Go through the listing that follows and report the number of lines with the string "Paineras" in them, nothing more.
——————————
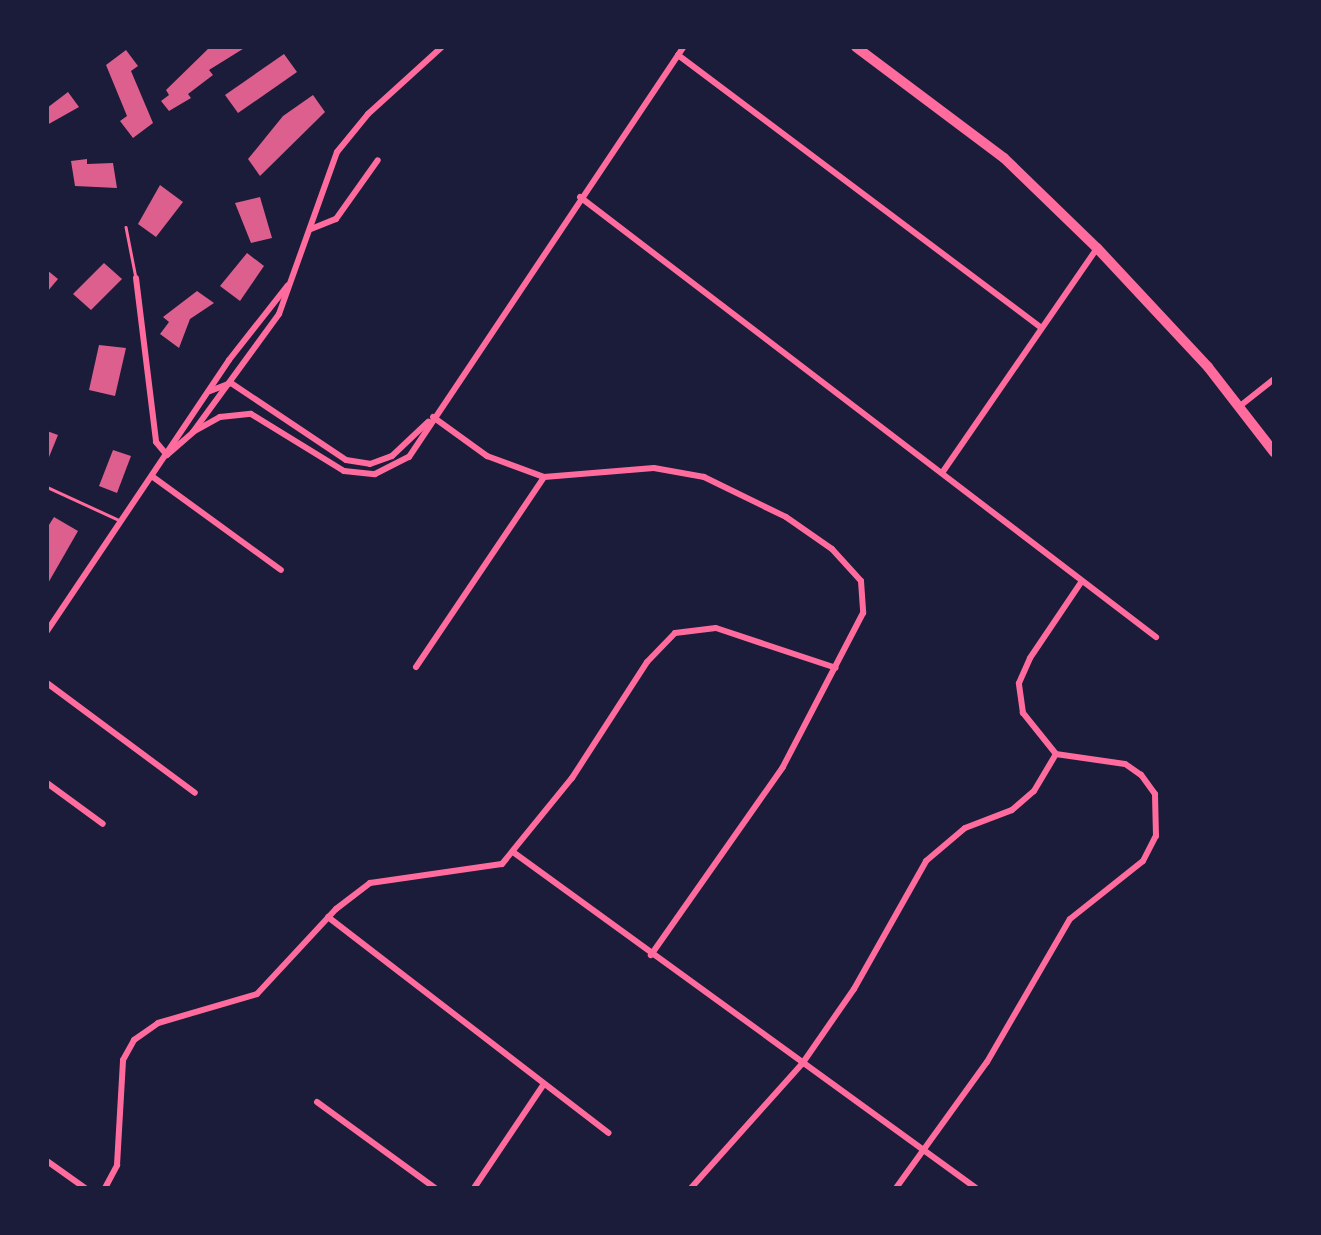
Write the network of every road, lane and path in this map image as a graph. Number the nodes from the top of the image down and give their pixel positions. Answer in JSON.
{"nodes":[{"id":1,"x":442,"y":47,"type":"edge"},
{"id":2,"x":683,"y":47,"type":"edge"},
{"id":3,"x":856,"y":47,"type":"edge"},
{"id":4,"x":678,"y":55,"type":"junction"},
{"id":5,"x":378,"y":160,"type":"dead end"},
{"id":6,"x":580,"y":197,"type":"junction"},
{"id":7,"x":125,"y":227,"type":"dead end"},
{"id":8,"x":311,"y":229,"type":"junction"},
{"id":9,"x":1097,"y":248,"type":"junction"},
{"id":10,"x":136,"y":278,"type":"joint"},
{"id":11,"x":293,"y":278,"type":"junction"},
{"id":12,"x":1041,"y":328,"type":"junction"},
{"id":13,"x":1274,"y":379,"type":"edge"},
{"id":14,"x":231,"y":383,"type":"junction"},
{"id":15,"x":204,"y":397,"type":"junction"},
{"id":16,"x":1240,"y":406,"type":"junction"},
{"id":17,"x":433,"y":417,"type":"junction"},
{"id":18,"x":193,"y":432,"type":"junction"},
{"id":19,"x":1274,"y":452,"type":"edge"},
{"id":20,"x":167,"y":455,"type":"junction"},
{"id":21,"x":942,"y":474,"type":"junction"},
{"id":22,"x":153,"y":477,"type":"junction"},
{"id":23,"x":544,"y":477,"type":"junction"},
{"id":24,"x":47,"y":488,"type":"edge"},
{"id":25,"x":122,"y":522,"type":"junction"},
{"id":26,"x":281,"y":570,"type":"dead end"},
{"id":27,"x":1082,"y":581,"type":"junction"},
{"id":28,"x":47,"y":631,"type":"edge"},
{"id":29,"x":1156,"y":637,"type":"dead end"},
{"id":30,"x":416,"y":667,"type":"dead end"},
{"id":31,"x":836,"y":668,"type":"junction"},
{"id":32,"x":47,"y":682,"type":"edge"},
{"id":33,"x":1056,"y":754,"type":"junction"},
{"id":34,"x":47,"y":783,"type":"edge"},
{"id":35,"x":195,"y":793,"type":"dead end"},
{"id":36,"x":103,"y":824,"type":"dead end"},
{"id":37,"x":513,"y":852,"type":"junction"},
{"id":38,"x":328,"y":917,"type":"junction"},
{"id":39,"x":651,"y":955,"type":"junction"},
{"id":40,"x":803,"y":1064,"type":"junction"},
{"id":41,"x":544,"y":1084,"type":"junction"},
{"id":42,"x":317,"y":1102,"type":"dead end"},
{"id":43,"x":608,"y":1133,"type":"dead end"},
{"id":44,"x":924,"y":1149,"type":"junction"},
{"id":45,"x":47,"y":1161,"type":"edge"},
{"id":46,"x":85,"y":1188,"type":"edge"},
{"id":47,"x":105,"y":1188,"type":"edge"},
{"id":48,"x":435,"y":1188,"type":"edge"},
{"id":49,"x":474,"y":1188,"type":"edge"},
{"id":50,"x":691,"y":1188,"type":"edge"},
{"id":51,"x":896,"y":1188,"type":"edge"},
{"id":52,"x":976,"y":1188,"type":"edge"}],
"edges":[{"from":1,"to":8,"type":"street"},
{"from":2,"to":4,"type":"street"},
{"from":3,"to":9,"type":"highway"},
{"from":4,"to":6,"type":"street"},
{"from":4,"to":12,"type":"street"},
{"from":5,"to":8,"type":"street"},
{"from":6,"to":17,"type":"street"},
{"from":6,"to":21,"type":"street"},
{"from":7,"to":10,"type":"lane"},
{"from":8,"to":11,"type":"street"},
{"from":9,"to":12,"type":"street"},
{"from":9,"to":16,"type":"highway"},
{"from":10,"to":20,"type":"street"},
{"from":11,"to":14,"type":"street"},
{"from":11,"to":15,"type":"street"},
{"from":12,"to":21,"type":"street"},
{"from":13,"to":16,"type":"street"},
{"from":14,"to":15,"type":"street"},
{"from":14,"to":17,"type":"street"},
{"from":14,"to":18,"type":"street"},
{"from":15,"to":20,"type":"street"},
{"from":16,"to":19,"type":"highway"},
{"from":17,"to":18,"type":"street"},
{"from":17,"to":23,"type":"street"},
{"from":18,"to":20,"type":"street"},
{"from":20,"to":22,"type":"street"},
{"from":21,"to":27,"type":"street"},
{"from":22,"to":25,"type":"street"},
{"from":22,"to":26,"type":"street"},
{"from":23,"to":30,"type":"street"},
{"from":23,"to":31,"type":"street"},
{"from":24,"to":25,"type":"lane"},
{"from":25,"to":28,"type":"street"},
{"from":27,"to":29,"type":"street"},
{"from":27,"to":33,"type":"street"},
{"from":31,"to":37,"type":"street"},
{"from":31,"to":39,"type":"street"},
{"from":32,"to":35,"type":"street"},
{"from":33,"to":40,"type":"street"},
{"from":33,"to":44,"type":"street"},
{"from":34,"to":36,"type":"street"},
{"from":37,"to":38,"type":"street"},
{"from":37,"to":39,"type":"street"},
{"from":38,"to":41,"type":"street"},
{"from":38,"to":47,"type":"street"},
{"from":39,"to":40,"type":"street"},
{"from":40,"to":44,"type":"street"},
{"from":40,"to":50,"type":"street"},
{"from":41,"to":43,"type":"street"},
{"from":41,"to":49,"type":"street"},
{"from":42,"to":48,"type":"street"},
{"from":44,"to":51,"type":"street"},
{"from":44,"to":52,"type":"street"},
{"from":45,"to":46,"type":"street"}]}
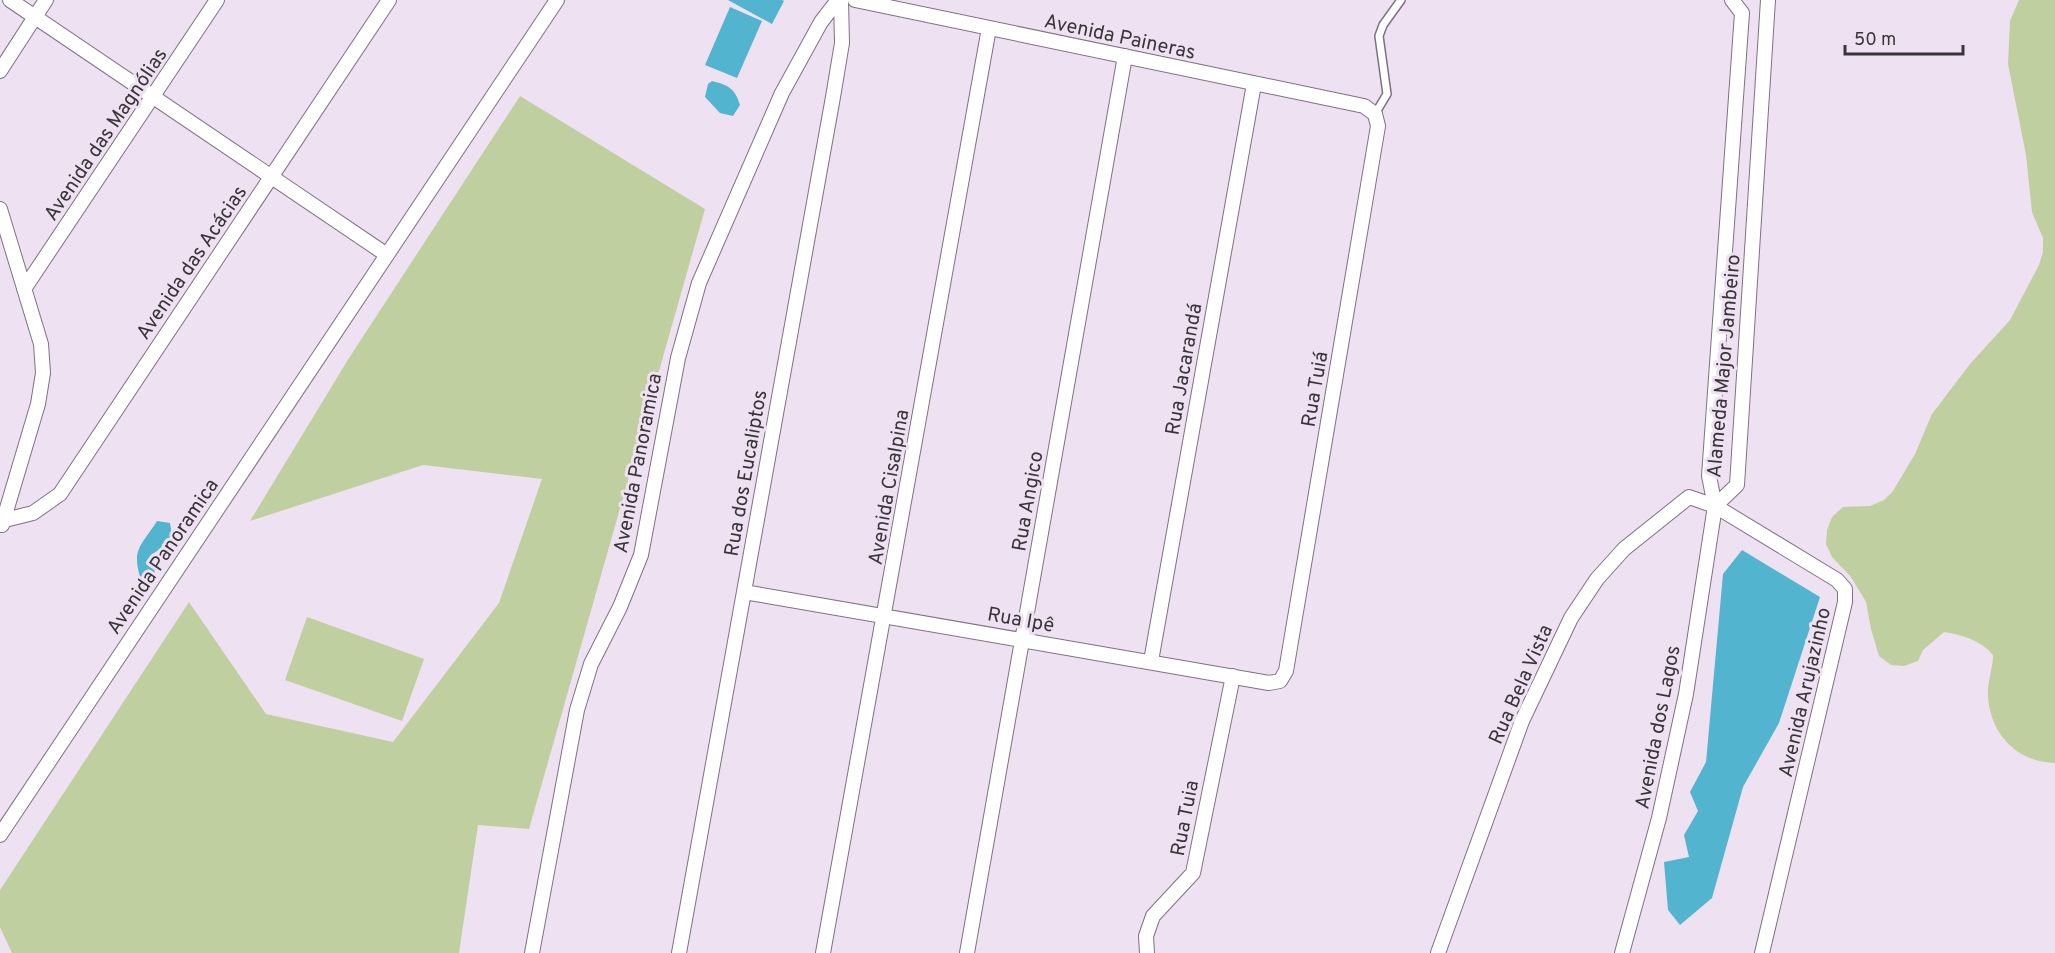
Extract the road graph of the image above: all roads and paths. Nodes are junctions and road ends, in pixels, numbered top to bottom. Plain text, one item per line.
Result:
1 (10, 0) edge
2 (46, 0) edge
3 (217, 0) edge
4 (388, 0) edge
5 (557, 0) edge
6 (839, 0) edge
7 (855, 0) edge
8 (1401, 0) edge
9 (1732, 0) edge
10 (1768, 0) edge
11 (35, 16) junction
12 (989, 28) junction
13 (1125, 56) junction
14 (0, 71) edge
15 (1254, 84) junction
16 (153, 97) junction
17 (1736, 109) junction
18 (1761, 111) junction
19 (1375, 114) junction
20 (271, 176) junction
21 (0, 209) edge
22 (387, 255) junction
23 (24, 289) junction
24 (1715, 506) junction
25 (2, 524) edge
26 (744, 592) junction
27 (885, 616) junction
28 (1023, 639) junction
29 (1150, 661) junction
30 (1286, 671) joint
31 (1233, 676) junction
32 (0, 835) edge
33 (532, 953) edge
34 (679, 953) edge
35 (823, 953) edge
36 (967, 953) edge
37 (1147, 953) edge
38 (1438, 953) edge
39 (1622, 953) edge
40 (1762, 953) edge

1 - 11 street
2 - 11 street
3 - 16 street, Avenida das Magnólias
4 - 20 street, Avenida das Acácias
5 - 22 street, Avenida Panoramica
6 - 26 street, Rua dos Eucaliptos
6 - 33 street, Avenida Panoramica
7 - 12 street, Avenida Paineras
8 - 19 lane
9 - 17 street, Alameda Major Jambeiro
10 - 18 street, Alameda Major Jambeiro
11 - 14 street
11 - 16 street
12 - 13 street, Avenida Paineras
12 - 27 street, Avenida Cisalpina
13 - 15 street, Avenida Paineras
13 - 28 street, Rua Angico
15 - 19 street, Avenida Paineras
15 - 29 street, Rua Jacarandá
16 - 20 street
16 - 23 street, Avenida das Magnólias
17 - 18 street
17 - 24 street, Alameda Major Jambeiro
18 - 24 street, Alameda Major Jambeiro
19 - 30 street, Rua Tuiá
20 - 22 street
20 - 25 street, Avenida das Acácias
21 - 23 street
22 - 32 street, Avenida Panoramica
23 - 25 street
24 - 38 street, Rua Bela Vista
24 - 39 street, Avenida dos Lagos
24 - 40 street, Avenida Arujazinho
26 - 27 street, Rua Ipê
26 - 34 street, Rua dos Eucaliptos
27 - 28 street, Rua Ipê
27 - 35 street, Avenida Cisalpina
28 - 29 street, Rua Ipê
28 - 36 street, Rua Angico
29 - 31 street, Rua Ipê
30 - 31 street, Rua Ipê
31 - 37 street, Rua Tuia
——————————
**FINAL ANSWER**
4